そうそう今回の話題といえば、空席となっている19号車に平良響選手が乗るということ。今季、スーパーフォーミュラ・ライツからスーパーフォーミュラへの昇格はなかったです。ドライバーの育成プログラムでは、やはりスーパーフォーミュラ・ライツのタイトルの獲得の有無はドライバーとしての将来が左右されますね、初代から今まで見ている限り。だから、彼の将来は一旦見えなくなってしまっていたのです。
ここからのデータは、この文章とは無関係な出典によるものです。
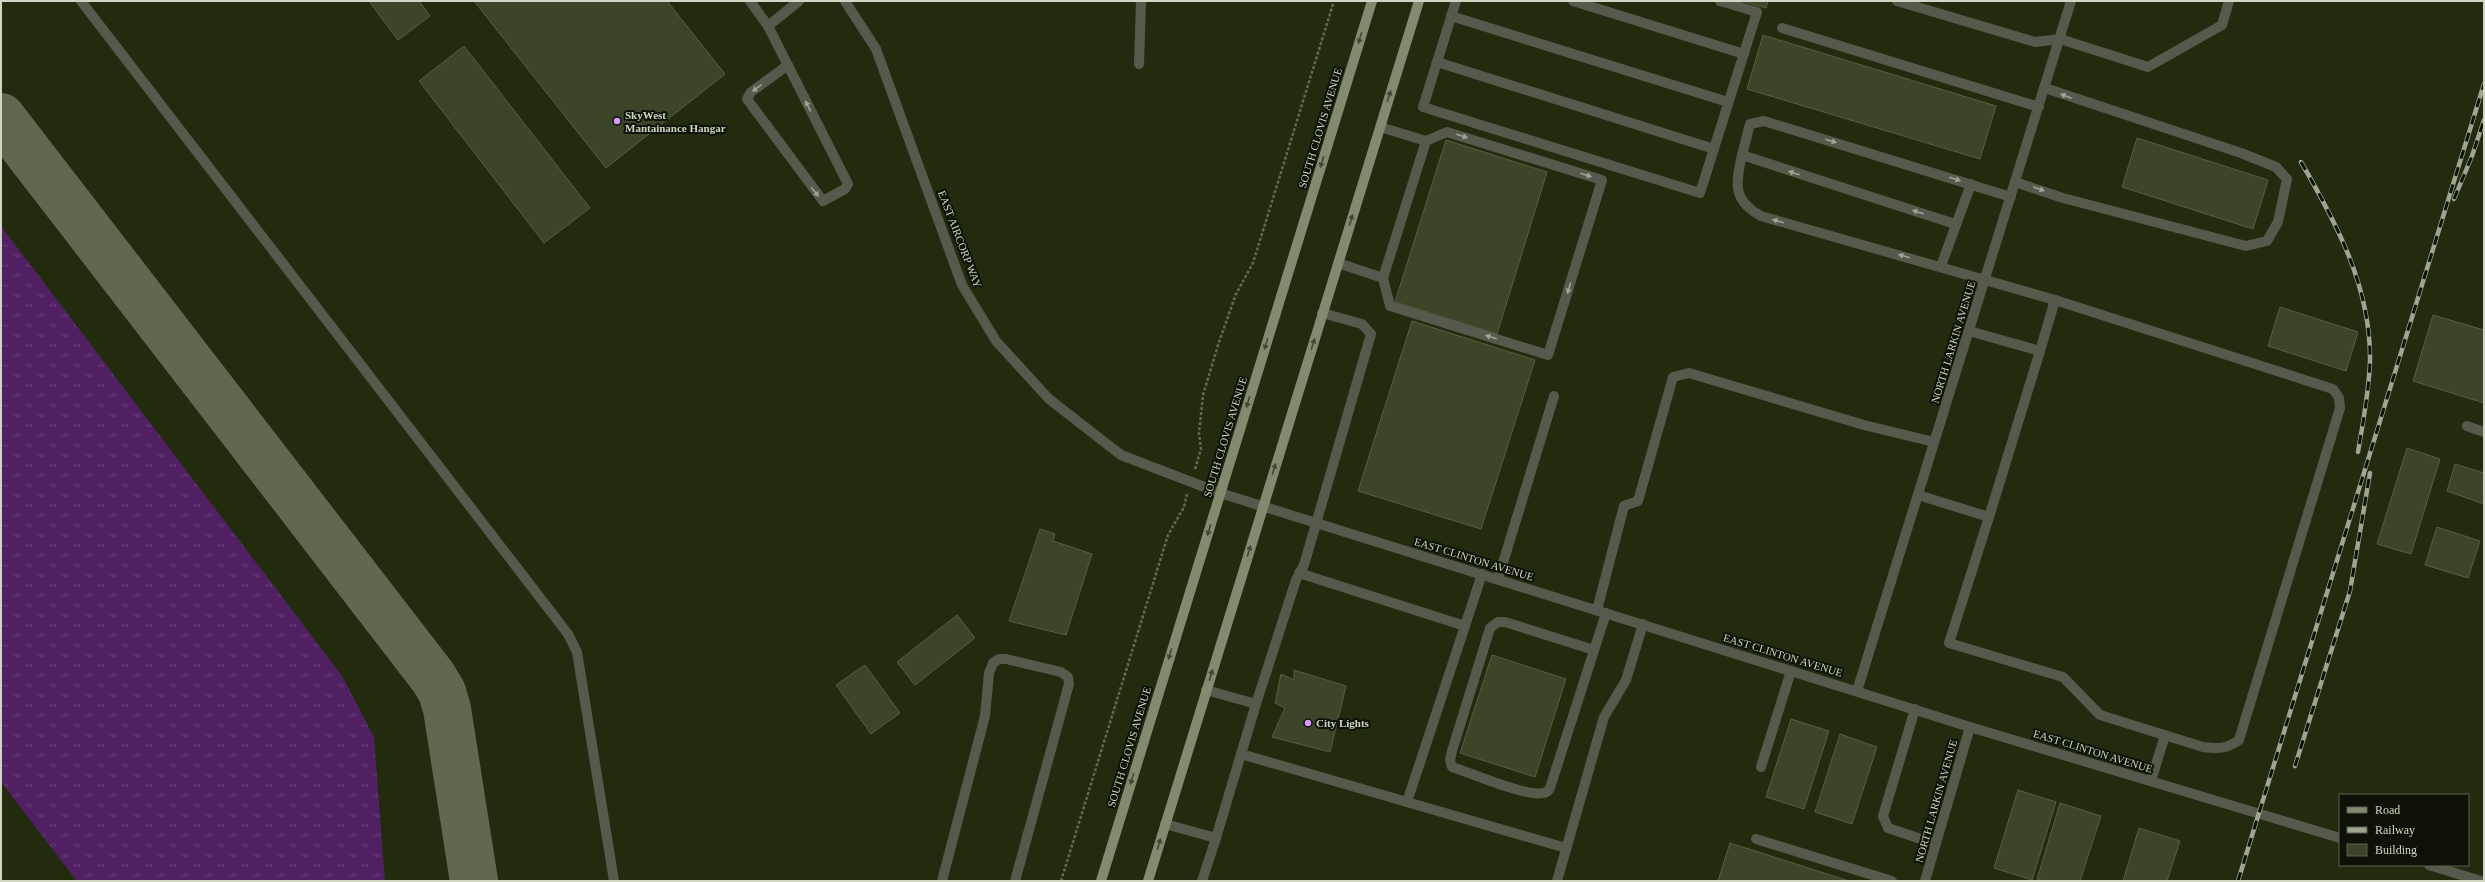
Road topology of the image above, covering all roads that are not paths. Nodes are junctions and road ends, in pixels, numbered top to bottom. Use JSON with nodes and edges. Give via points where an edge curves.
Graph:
{"nodes":[{"id":1,"x":81,"y":1,"type":"edge"},
{"id":2,"x":750,"y":1,"type":"edge"},
{"id":3,"x":799,"y":1,"type":"edge"},
{"id":4,"x":845,"y":1,"type":"edge"},
{"id":5,"x":1141,"y":1,"type":"edge"},
{"id":6,"x":1372,"y":1,"type":"edge"},
{"id":7,"x":1419,"y":1,"type":"edge"},
{"id":8,"x":1456,"y":1,"type":"edge"},
{"id":9,"x":1573,"y":1,"type":"edge"},
{"id":10,"x":1720,"y":1,"type":"edge"},
{"id":11,"x":1897,"y":1,"type":"edge"},
{"id":12,"x":2072,"y":1,"type":"edge"},
{"id":13,"x":2229,"y":1,"type":"edge"},
{"id":14,"x":1451,"y":16,"type":"junction"},
{"id":15,"x":768,"y":26,"type":"junction"},
{"id":16,"x":1782,"y":28,"type":"dead end"},
{"id":17,"x":2060,"y":39,"type":"junction"},
{"id":18,"x":1744,"y":54,"type":"junction"},
{"id":19,"x":1437,"y":62,"type":"junction"},
{"id":20,"x":1139,"y":64,"type":"dead end"},
{"id":21,"x":788,"y":65,"type":"junction"},
{"id":22,"x":2044,"y":88,"type":"junction"},
{"id":23,"x":1728,"y":102,"type":"junction"},
{"id":24,"x":2038,"y":107,"type":"junction"},
{"id":25,"x":1380,"y":127,"type":"junction"},
{"id":26,"x":1426,"y":141,"type":"junction"},
{"id":27,"x":1714,"y":148,"type":"junction"},
{"id":28,"x":1742,"y":155,"type":"junction"},
{"id":29,"x":2015,"y":182,"type":"junction"},
{"id":30,"x":1971,"y":184,"type":"junction"},
{"id":31,"x":2011,"y":197,"type":"junction"},
{"id":32,"x":1955,"y":224,"type":"junction"},
{"id":33,"x":1338,"y":264,"type":"junction"},
{"id":34,"x":1941,"y":266,"type":"junction"},
{"id":35,"x":1383,"y":278,"type":"junction"},
{"id":36,"x":1985,"y":280,"type":"junction"},
{"id":37,"x":2055,"y":300,"type":"junction"},
{"id":38,"x":1322,"y":313,"type":"junction"},
{"id":39,"x":1969,"y":331,"type":"junction"},
{"id":40,"x":2040,"y":351,"type":"junction"},
{"id":41,"x":1554,"y":396,"type":"dead end"},
{"id":42,"x":2467,"y":426,"type":"dead end"},
{"id":43,"x":2484,"y":432,"type":"edge"},
{"id":44,"x":1934,"y":442,"type":"junction"},
{"id":45,"x":1220,"y":493,"type":"junction"},
{"id":46,"x":1918,"y":495,"type":"junction"},
{"id":47,"x":1263,"y":506,"type":"junction"},
{"id":48,"x":1989,"y":517,"type":"junction"},
{"id":49,"x":1317,"y":523,"type":"junction"},
{"id":50,"x":1299,"y":573,"type":"junction"},
{"id":51,"x":1482,"y":574,"type":"junction"},
{"id":52,"x":1498,"y":579,"type":"junction"},
{"id":53,"x":1601,"y":611,"type":"junction"},
{"id":54,"x":1643,"y":624,"type":"junction"},
{"id":55,"x":1465,"y":626,"type":"junction"},
{"id":56,"x":1594,"y":650,"type":"junction"},
{"id":57,"x":1791,"y":671,"type":"junction"},
{"id":58,"x":1206,"y":690,"type":"junction"},
{"id":59,"x":1857,"y":691,"type":"junction"},
{"id":60,"x":1256,"y":704,"type":"junction"},
{"id":61,"x":1915,"y":709,"type":"junction"},
{"id":62,"x":1970,"y":727,"type":"junction"},
{"id":63,"x":2165,"y":735,"type":"junction"},
{"id":64,"x":1241,"y":754,"type":"junction"},
{"id":65,"x":1761,"y":767,"type":"dead end"},
{"id":66,"x":2151,"y":781,"type":"junction"},
{"id":67,"x":1407,"y":802,"type":"junction"},
{"id":68,"x":1165,"y":824,"type":"junction"},
{"id":69,"x":1216,"y":838,"type":"junction"},
{"id":70,"x":2339,"y":838,"type":"edge"},
{"id":71,"x":1756,"y":839,"type":"dead end"},
{"id":72,"x":1936,"y":844,"type":"junction"},
{"id":73,"x":1566,"y":848,"type":"junction"},
{"id":74,"x":2432,"y":866,"type":"edge"},
{"id":75,"x":614,"y":881,"type":"edge"},
{"id":76,"x":942,"y":881,"type":"edge"},
{"id":77,"x":1015,"y":881,"type":"edge"},
{"id":78,"x":1101,"y":881,"type":"edge"},
{"id":79,"x":1148,"y":881,"type":"edge"},
{"id":80,"x":1202,"y":881,"type":"edge"},
{"id":81,"x":1557,"y":881,"type":"edge"},
{"id":82,"x":1892,"y":881,"type":"edge"},
{"id":83,"x":1925,"y":881,"type":"edge"},
{"id":84,"x":2481,"y":881,"type":"edge"}],
"edges":[{"from":1,"to":75,"type":"street","via":[[568,634],[577,652]]},
{"from":2,"to":15,"type":"street"},
{"from":3,"to":15,"type":"street"},
{"from":4,"to":45,"type":"street","name":"EAST AIRCORP WAY","via":[[876,49],[962,285],[996,341],[1049,399],[1121,455]]},
{"from":5,"to":20,"type":"street"},
{"from":6,"to":45,"type":"main road","name":"SOUTH CLOVIS AVENUE","one_way":true},
{"from":25,"to":7,"type":"main road","one_way":true},
{"from":8,"to":14,"type":"street"},
{"from":9,"to":18,"type":"street"},
{"from":10,"to":18,"type":"street","via":[[1757,12]]},
{"from":11,"to":17,"type":"street","via":[[2035,42]]},
{"from":12,"to":17,"type":"street","name":"NORTH LARKIN AVENUE"},
{"from":13,"to":17,"type":"street","via":[[2222,25],[2148,67]]},
{"from":14,"to":19,"type":"street"},
{"from":14,"to":23,"type":"street"},
{"from":15,"to":21,"type":"street"},
{"from":16,"to":24,"type":"street"},
{"from":17,"to":22,"type":"street","name":"NORTH LARKIN AVENUE"},
{"from":18,"to":23,"type":"street"},
{"from":19,"to":27,"type":"street"},
{"from":19,"to":27,"type":"street","via":[[1423,107],[1700,193]]},
{"from":21,"to":21,"type":"street","one_way":true,"via":[[751,92],[747,99],[823,201],[845,189],[848,184]]},
{"from":22,"to":24,"type":"street","name":"NORTH LARKIN AVENUE"},
{"from":29,"to":22,"type":"street","one_way":true,"via":[[2063,198],[2246,246],[2267,241],[2278,222],[2286,179],[2276,168],[2241,153]]},
{"from":23,"to":27,"type":"street"},
{"from":24,"to":29,"type":"street","name":"NORTH LARKIN AVENUE"},
{"from":25,"to":26,"type":"street"},
{"from":33,"to":25,"type":"main road","one_way":true},
{"from":26,"to":35,"type":"street"},
{"from":26,"to":35,"type":"street","one_way":true,"via":[[1447,132],[1602,180],[1548,355],[1390,306]]},
{"from":28,"to":30,"type":"street","one_way":true,"via":[[1750,124],[1764,121]]},
{"from":32,"to":28,"type":"street","one_way":true},
{"from":34,"to":28,"type":"street","one_way":true,"via":[[1761,216],[1750,210],[1742,203],[1738,190]]},
{"from":29,"to":31,"type":"street","name":"NORTH LARKIN AVENUE"},
{"from":30,"to":31,"type":"street"},
{"from":30,"to":32,"type":"street"},
{"from":31,"to":36,"type":"street","name":"NORTH LARKIN AVENUE"},
{"from":32,"to":34,"type":"street"},
{"from":33,"to":35,"type":"street"},
{"from":33,"to":38,"type":"main road"},
{"from":34,"to":36,"type":"street"},
{"from":36,"to":37,"type":"street"},
{"from":36,"to":39,"type":"street","name":"NORTH LARKIN AVENUE"},
{"from":37,"to":40,"type":"street"},
{"from":37,"to":63,"type":"street","via":[[2333,389],[2339,398],[2338,416],[2239,740],[2219,749],[2203,747]]},
{"from":47,"to":38,"type":"main road","one_way":true},
{"from":38,"to":49,"type":"street","via":[[1362,324],[1371,334]]},
{"from":39,"to":40,"type":"street"},
{"from":39,"to":44,"type":"street","name":"NORTH LARKIN AVENUE"},
{"from":40,"to":48,"type":"street"},
{"from":41,"to":52,"type":"street"},
{"from":42,"to":43,"type":"street"},
{"from":44,"to":46,"type":"street","name":"NORTH LARKIN AVENUE"},
{"from":44,"to":53,"type":"street","via":[[1864,425],[1689,373],[1673,377],[1638,501],[1624,506]]},
{"from":45,"to":47,"type":"street","name":"EAST CLINTON AVENUE"},
{"from":45,"to":78,"type":"main road","name":"SOUTH CLOVIS AVENUE","one_way":true},
{"from":46,"to":48,"type":"street"},
{"from":46,"to":59,"type":"street","name":"NORTH LARKIN AVENUE"},
{"from":47,"to":49,"type":"street","name":"EAST CLINTON AVENUE"},
{"from":58,"to":47,"type":"main road","one_way":true},
{"from":48,"to":63,"type":"street","via":[[1950,643],[2063,677],[2100,715]]},
{"from":49,"to":50,"type":"street"},
{"from":49,"to":51,"type":"street","name":"EAST CLINTON AVENUE"},
{"from":50,"to":55,"type":"street"},
{"from":50,"to":60,"type":"street"},
{"from":51,"to":52,"type":"street","name":"EAST CLINTON AVENUE"},
{"from":51,"to":55,"type":"street"},
{"from":52,"to":53,"type":"street","name":"EAST CLINTON AVENUE"},
{"from":53,"to":54,"type":"street","name":"EAST CLINTON AVENUE"},
{"from":53,"to":56,"type":"street"},
{"from":54,"to":57,"type":"street","name":"EAST CLINTON AVENUE"},
{"from":54,"to":73,"type":"street","via":[[1626,680],[1604,717]]},
{"from":55,"to":67,"type":"street"},
{"from":56,"to":56,"type":"street","via":[[1547,792],[1526,792],[1452,767],[1452,751],[1490,628],[1494,624],[1505,622]]},
{"from":57,"to":59,"type":"street","name":"EAST CLINTON AVENUE"},
{"from":57,"to":65,"type":"street"},
{"from":58,"to":60,"type":"street"},
{"from":58,"to":68,"type":"main road"},
{"from":59,"to":61,"type":"street","name":"EAST CLINTON AVENUE"},
{"from":60,"to":64,"type":"street"},
{"from":61,"to":62,"type":"street","name":"EAST CLINTON AVENUE"},
{"from":61,"to":72,"type":"street","via":[[1883,816],[1888,828]]},
{"from":62,"to":66,"type":"street","name":"EAST CLINTON AVENUE"},
{"from":62,"to":72,"type":"street","name":"NORTH LARKIN AVENUE"},
{"from":63,"to":66,"type":"street"},
{"from":64,"to":67,"type":"street"},
{"from":64,"to":69,"type":"street"},
{"from":66,"to":70,"type":"street","name":"EAST CLINTON AVENUE"},
{"from":67,"to":73,"type":"street"},
{"from":68,"to":69,"type":"street"},
{"from":79,"to":68,"type":"main road","one_way":true},
{"from":69,"to":80,"type":"street"},
{"from":71,"to":82,"type":"street"},
{"from":72,"to":83,"type":"street","name":"NORTH LARKIN AVENUE"},
{"from":73,"to":81,"type":"street"},
{"from":74,"to":84,"type":"street"},
{"from":76,"to":77,"type":"street","via":[[985,716],[990,673],[993,663],[999,659],[1006,659],[1061,672],[1068,677],[1069,684]]}]}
今回、空席のチケットを得たことはタイミングもありますし非常にうれしいこと。いきなり結果を出すのはなかなか厳しいけどね。とにかくここで頑張って、7月の富士スピードウェイでの合同テストに乗るチャンスを得たいところ。そこで練習をする時間ができます。今回はフリー走行の90分しか練習もできないので短時間で適応する能力も必要とする切迫した状況。だからこちらも祈るしかなく。この日は、姿を見かけたけど、きっと口から心臓が出そうなくらい緊張しているだろうし、未知の世界へのチャレンジを茶化すのも(茶化してないけどそう思われる私の性)と思い、そっと遠くから見るだけにしました。予選の前に記者会見も設定されましたのでね。まずは頑張れと。

 

14号車の木谷エンジニアがいらっしゃいました。このサーキットは、大嶋和也選手が得意なサーキットでありますよね。過去にはポールポジションを獲得したり優勝もしていますし、昨年も4位と頑張りました。木谷エンジニアは、彼はスタートが不得手だから、どうにかして、とリクエストがあったと言っていましたね。ドライビングに合わせたクルマを作ってくれるのは、自分好みのご飯を作ってくれる女房(イマドキこう言わないか)みたいなものだよなと再確認。チームでドライバーの手足となり良い環境を作っていく。まさに家族だよなあと今までわかっていたこともしっかり頭に叩きこみ、再びピット回り。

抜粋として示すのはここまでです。